▶ **TASK DETAILS**
Everything in the listing that follows should be reproduced exactly except the pictures.

▶ **SUPPLIED MATERIAL**

*****

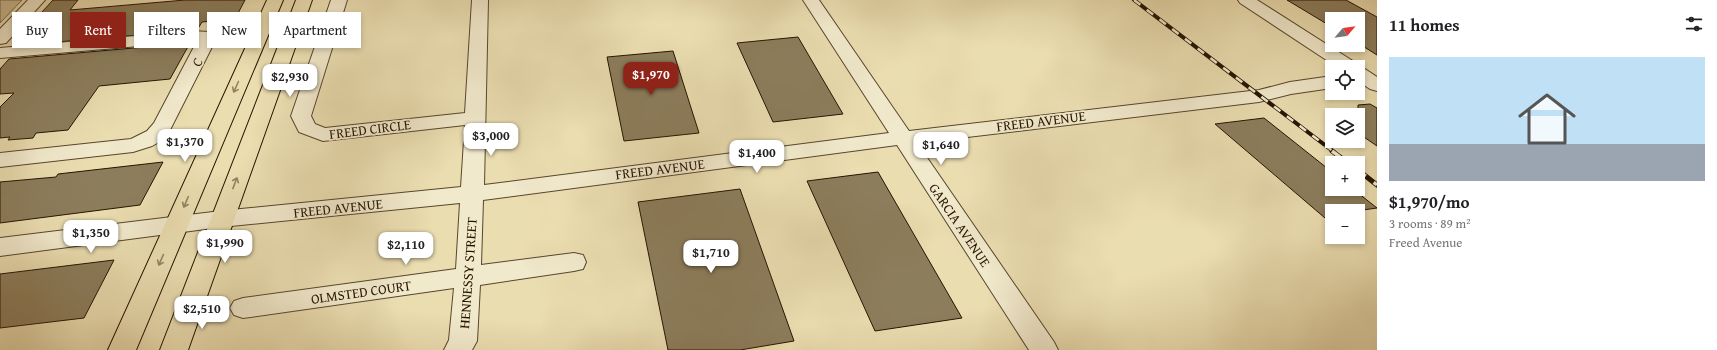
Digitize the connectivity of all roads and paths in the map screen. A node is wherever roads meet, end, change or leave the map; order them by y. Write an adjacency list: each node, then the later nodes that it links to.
1 (37, 0): 8 (street)
2 (275, 0): 17 (main road, one-way to 17)
3 (304, 0): 16 (main road, one-way to 3)
4 (339, 0): 12 (street, FREED CIRCLE)
5 (480, 0): 12 (street)
6 (811, 0): 13 (street, GARCIA AVENUE)
7 (1246, 0): 10 (street)
8 (0, 39)
9 (0, 53): 14 (street, C)
10 (1338, 60)
11 (1325, 83): 13 (street, FREED AVENUE)
12 (475, 118): 15 (street)
13 (902, 138): 15 (street, FREED AVENUE); 25 (street, GARCIA AVENUE)
14 (0, 160)
15 (473, 194): 16 (street, FREED AVENUE); 20 (street, HENNESSY STREET)
16 (222, 219): 17 (street, FREED AVENUE); 23 (main road)
17 (177, 225): 18 (street, FREED AVENUE); 22 (main road, one-way to 22)
18 (0, 247)
19 (574, 262): 20 (street, OLMSTED COURT)
20 (468, 277): 21 (street, OLMSTED COURT); 24 (street, HENNESSY STREET)
21 (243, 308)
22 (122, 350)
23 (174, 350)
24 (458, 350)
25 (1044, 350)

*****

▶ **EXERCISE ANSWER**
Digitize the connectivity of all roads and paths in the map screen. A node is wherever roads meet, end, change or leave the map; order them by y. Write an adjacency list: each node, then the later nodes that it links to.
1 (37, 0): 8 (street)
2 (275, 0): 17 (main road, one-way to 17)
3 (304, 0): 16 (main road, one-way to 3)
4 (339, 0): 12 (street, FREED CIRCLE)
5 (480, 0): 12 (street)
6 (811, 0): 13 (street, GARCIA AVENUE)
7 (1246, 0): 10 (street)
8 (0, 39)
9 (0, 53): 14 (street, C)
10 (1338, 60)
11 (1325, 83): 13 (street, FREED AVENUE)
12 (475, 118): 15 (street)
13 (902, 138): 15 (street, FREED AVENUE); 25 (street, GARCIA AVENUE)
14 (0, 160)
15 (473, 194): 16 (street, FREED AVENUE); 20 (street, HENNESSY STREET)
16 (222, 219): 17 (street, FREED AVENUE); 23 (main road)
17 (177, 225): 18 (street, FREED AVENUE); 22 (main road, one-way to 22)
18 (0, 247)
19 (574, 262): 20 (street, OLMSTED COURT)
20 (468, 277): 21 (street, OLMSTED COURT); 24 (street, HENNESSY STREET)
21 (243, 308)
22 (122, 350)
23 (174, 350)
24 (458, 350)
25 (1044, 350)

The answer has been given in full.